[Opening GIVEN ENTRIES section]
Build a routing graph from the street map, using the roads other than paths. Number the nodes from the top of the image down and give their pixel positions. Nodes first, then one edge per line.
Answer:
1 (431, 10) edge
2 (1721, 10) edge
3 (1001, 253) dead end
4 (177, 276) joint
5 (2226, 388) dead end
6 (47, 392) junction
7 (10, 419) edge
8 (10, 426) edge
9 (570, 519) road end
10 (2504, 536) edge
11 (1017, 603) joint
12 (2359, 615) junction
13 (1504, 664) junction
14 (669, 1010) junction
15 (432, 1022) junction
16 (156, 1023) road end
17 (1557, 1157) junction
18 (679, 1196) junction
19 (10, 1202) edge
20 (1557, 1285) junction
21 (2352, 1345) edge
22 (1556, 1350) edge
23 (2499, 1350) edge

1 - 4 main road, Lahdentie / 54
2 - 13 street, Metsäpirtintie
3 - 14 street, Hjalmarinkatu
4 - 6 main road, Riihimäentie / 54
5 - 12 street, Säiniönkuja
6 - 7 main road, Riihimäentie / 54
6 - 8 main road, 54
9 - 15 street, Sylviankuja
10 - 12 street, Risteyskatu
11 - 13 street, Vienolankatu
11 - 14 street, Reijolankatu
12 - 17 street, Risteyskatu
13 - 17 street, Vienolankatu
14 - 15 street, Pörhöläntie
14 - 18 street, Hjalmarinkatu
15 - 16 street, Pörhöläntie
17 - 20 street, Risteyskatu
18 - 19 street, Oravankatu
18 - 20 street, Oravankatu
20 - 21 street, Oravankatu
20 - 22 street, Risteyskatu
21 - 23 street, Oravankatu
[Closing GIVEN ENTRIES section]
Look through the entries above and list every line containing "Vienolankatu".

11 - 13 street, Vienolankatu
13 - 17 street, Vienolankatu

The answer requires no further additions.